O Brasil enfrenta um desafio em relação à segurança viária, com um crescente aumento do número de mortes nos últimos anos. Segundo dados da Polícia Rodoviária Federal, 4.127 pessoas perderam a vida em 49.734 acidentes registrados de janeiro e setembro de 2023.
A campanha de abril da Secretaria Nacional de Trânsito (Senatran) destaca a paz no trânsito, ressaltando a importância das chamadas “áreas calmas” – utilizadas em algumas capitais brasileiras, como São Paulo e Curitiba – para garantir maior segurança de todos.
As “áreas calmas” são adotadas pela Companhia de Engenharia de Tráfego (CET) de São Paulo e autoridades de outras cidades para melhorar a convivência no trânsito, com o estímulo ao compartilhamento do espaço e à redução do número de acidentes e mortes.

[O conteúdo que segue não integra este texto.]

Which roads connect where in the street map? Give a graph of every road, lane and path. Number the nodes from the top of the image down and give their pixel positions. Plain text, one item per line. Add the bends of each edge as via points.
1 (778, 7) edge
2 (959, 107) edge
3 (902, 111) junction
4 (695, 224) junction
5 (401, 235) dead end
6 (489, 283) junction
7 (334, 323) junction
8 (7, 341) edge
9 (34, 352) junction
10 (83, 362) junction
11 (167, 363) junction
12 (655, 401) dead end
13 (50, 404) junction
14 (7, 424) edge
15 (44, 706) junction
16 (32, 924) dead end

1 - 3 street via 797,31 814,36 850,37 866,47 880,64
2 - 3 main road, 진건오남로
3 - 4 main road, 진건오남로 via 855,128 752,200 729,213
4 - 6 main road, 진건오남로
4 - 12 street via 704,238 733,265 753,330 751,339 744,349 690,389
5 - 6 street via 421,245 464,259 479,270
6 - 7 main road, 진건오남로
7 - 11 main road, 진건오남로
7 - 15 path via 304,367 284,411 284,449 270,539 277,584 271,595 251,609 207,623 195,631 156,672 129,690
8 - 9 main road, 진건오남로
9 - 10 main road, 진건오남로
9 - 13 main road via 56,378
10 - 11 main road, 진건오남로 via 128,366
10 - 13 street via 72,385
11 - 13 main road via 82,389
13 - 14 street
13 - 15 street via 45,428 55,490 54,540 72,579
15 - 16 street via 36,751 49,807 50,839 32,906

Essas áreas são projetadas para desencorajar altas velocidades. Segundo a Zapay – fintech especializada em facilitar a vida dos proprietários de veículos –, entre os principais fatores que caracterizam as “áreas calmas”, destacam-se:
- Limites de velocidade reduzidos – Quanto maior a velocidade de um veículo, menor é o tempo para o motorista reagir a uma situação de emergência e tomar medidas para evitar um acidente. Por esse motivo, as “áreas calmas” estabelecem limites de velocidade mais baixos, que variam de 20 a 30 km/h.
- Design de ruas – Em geral, as “áreas calmas” têm em seu entorno grande volume de comércio e circulação de pedestres e ciclistas. Para evitar que motoristas circulem em alta velocidade, algumas estratégias são adotadas, como a redução do número de faixas de tráfego, inclusão de curvas e lombadas.

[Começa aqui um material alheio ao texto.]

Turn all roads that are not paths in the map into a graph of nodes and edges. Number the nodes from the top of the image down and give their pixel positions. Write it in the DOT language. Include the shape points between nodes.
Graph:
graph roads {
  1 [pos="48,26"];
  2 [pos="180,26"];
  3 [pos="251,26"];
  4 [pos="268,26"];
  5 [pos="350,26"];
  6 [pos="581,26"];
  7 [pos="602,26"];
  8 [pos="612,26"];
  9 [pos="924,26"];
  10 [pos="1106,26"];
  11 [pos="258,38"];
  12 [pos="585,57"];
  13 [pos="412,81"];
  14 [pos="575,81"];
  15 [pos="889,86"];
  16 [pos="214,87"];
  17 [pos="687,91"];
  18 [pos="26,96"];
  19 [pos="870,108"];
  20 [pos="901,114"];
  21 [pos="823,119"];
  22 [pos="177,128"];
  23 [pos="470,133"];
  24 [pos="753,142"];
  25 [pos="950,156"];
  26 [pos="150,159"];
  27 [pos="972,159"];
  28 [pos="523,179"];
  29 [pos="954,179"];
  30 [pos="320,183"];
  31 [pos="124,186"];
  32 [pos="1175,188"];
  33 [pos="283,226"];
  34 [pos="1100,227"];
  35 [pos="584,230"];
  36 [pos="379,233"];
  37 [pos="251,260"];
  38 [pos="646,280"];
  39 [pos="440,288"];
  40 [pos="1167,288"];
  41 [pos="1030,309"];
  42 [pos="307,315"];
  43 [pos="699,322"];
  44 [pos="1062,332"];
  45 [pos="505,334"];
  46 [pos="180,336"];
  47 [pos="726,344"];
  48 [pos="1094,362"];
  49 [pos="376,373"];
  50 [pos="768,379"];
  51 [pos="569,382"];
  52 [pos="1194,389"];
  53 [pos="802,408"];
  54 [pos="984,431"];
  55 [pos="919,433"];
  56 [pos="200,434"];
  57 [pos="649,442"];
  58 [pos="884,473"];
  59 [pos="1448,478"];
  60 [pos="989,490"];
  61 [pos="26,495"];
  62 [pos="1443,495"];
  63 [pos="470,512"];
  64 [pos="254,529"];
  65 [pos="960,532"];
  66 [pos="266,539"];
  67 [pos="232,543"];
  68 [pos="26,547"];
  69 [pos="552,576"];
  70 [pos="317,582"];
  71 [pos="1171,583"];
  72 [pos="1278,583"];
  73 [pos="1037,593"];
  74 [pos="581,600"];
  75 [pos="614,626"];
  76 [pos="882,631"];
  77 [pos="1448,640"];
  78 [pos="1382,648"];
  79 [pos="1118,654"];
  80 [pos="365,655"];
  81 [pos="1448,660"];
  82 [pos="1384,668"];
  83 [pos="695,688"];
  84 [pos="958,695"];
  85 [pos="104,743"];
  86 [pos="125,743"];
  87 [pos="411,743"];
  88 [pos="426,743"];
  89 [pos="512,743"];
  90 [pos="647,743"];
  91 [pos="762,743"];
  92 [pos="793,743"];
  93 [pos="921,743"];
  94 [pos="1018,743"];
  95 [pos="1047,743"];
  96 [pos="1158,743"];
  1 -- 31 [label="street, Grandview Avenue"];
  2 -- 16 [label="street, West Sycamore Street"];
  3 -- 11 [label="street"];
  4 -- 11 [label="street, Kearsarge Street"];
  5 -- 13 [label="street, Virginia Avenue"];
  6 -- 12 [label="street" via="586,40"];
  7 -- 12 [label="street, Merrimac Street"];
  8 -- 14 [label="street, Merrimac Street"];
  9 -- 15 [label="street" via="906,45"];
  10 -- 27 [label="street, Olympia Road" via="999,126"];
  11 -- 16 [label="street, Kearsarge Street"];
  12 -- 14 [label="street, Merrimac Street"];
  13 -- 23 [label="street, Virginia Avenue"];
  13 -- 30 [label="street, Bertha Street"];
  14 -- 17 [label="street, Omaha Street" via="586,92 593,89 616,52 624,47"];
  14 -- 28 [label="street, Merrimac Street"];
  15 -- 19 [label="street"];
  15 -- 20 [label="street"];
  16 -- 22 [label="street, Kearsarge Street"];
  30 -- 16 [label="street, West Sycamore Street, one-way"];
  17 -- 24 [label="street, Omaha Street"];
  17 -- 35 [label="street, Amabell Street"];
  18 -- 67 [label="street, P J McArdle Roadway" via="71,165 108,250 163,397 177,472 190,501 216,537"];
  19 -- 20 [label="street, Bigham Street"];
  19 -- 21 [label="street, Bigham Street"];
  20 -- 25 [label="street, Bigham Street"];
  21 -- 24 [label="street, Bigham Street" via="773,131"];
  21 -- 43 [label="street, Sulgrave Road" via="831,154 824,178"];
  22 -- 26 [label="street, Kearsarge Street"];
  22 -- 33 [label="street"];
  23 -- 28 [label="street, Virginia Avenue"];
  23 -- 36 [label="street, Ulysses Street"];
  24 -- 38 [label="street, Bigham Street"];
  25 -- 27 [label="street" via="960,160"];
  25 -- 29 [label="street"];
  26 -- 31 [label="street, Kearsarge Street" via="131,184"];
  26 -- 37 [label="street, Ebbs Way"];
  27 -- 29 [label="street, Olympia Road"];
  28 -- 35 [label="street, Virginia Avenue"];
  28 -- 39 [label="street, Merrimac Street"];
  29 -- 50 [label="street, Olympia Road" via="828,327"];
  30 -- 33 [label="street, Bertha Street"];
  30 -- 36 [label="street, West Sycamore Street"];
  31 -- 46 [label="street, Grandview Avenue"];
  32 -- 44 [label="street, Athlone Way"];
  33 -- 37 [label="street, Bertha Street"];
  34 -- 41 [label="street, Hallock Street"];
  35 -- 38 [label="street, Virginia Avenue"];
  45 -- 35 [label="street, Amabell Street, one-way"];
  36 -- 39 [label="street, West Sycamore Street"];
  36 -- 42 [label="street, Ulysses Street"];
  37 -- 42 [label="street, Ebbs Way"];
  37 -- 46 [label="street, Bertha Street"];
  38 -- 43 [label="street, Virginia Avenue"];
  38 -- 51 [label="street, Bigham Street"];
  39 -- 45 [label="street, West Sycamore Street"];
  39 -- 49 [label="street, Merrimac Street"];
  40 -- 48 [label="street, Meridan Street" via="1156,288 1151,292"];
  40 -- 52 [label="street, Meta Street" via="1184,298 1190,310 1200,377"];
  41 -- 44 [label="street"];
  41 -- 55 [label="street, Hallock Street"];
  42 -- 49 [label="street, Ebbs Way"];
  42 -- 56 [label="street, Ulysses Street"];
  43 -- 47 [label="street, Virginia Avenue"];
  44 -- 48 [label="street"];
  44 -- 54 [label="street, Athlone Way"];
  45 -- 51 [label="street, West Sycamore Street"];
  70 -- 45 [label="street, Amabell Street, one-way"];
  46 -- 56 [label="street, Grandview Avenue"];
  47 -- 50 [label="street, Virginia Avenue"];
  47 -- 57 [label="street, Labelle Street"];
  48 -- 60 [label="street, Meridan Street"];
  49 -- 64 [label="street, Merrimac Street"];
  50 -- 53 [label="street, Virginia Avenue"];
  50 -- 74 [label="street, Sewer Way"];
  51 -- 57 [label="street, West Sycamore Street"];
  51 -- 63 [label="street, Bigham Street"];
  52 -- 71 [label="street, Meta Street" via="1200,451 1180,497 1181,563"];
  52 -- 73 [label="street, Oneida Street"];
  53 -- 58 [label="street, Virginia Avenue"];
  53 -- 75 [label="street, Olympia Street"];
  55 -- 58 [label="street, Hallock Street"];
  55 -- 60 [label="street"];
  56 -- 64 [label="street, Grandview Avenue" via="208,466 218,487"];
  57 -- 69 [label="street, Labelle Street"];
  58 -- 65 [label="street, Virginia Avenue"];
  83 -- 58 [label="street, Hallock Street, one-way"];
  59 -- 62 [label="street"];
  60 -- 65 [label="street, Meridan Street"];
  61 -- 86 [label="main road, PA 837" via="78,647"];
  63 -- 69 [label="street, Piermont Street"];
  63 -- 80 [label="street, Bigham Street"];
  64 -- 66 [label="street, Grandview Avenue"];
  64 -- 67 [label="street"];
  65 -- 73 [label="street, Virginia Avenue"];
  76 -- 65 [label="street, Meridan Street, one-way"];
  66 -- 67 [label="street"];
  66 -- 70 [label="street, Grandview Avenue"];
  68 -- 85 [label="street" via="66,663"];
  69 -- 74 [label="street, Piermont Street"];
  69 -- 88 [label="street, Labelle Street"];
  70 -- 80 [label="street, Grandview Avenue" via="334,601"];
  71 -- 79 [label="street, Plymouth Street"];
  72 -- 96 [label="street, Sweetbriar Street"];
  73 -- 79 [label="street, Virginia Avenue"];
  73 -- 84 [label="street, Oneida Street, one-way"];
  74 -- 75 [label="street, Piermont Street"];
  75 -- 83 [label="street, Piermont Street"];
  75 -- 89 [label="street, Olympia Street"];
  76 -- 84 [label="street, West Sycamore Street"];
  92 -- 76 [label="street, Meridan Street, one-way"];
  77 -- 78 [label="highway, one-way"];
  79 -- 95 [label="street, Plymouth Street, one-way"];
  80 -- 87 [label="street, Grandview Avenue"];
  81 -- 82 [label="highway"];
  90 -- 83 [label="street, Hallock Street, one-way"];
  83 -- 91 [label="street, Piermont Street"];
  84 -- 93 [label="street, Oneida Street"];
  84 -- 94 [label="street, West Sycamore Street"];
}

- Prioridade para pedestres – De acordo com o Código de Trânsito Brasileiro (CTB), os pedestres têm prioridade sobre os veículos por serem os mais vulneráveis. O artigo 70 estabelece que se o pedestre estiver atravessando a via sobre as faixas delimitadas para essa finalidade, terá prioridade de passagem. Nas “áreas calmas”, as faixas de pedestres são mais elevadas, para garantir mais proteção.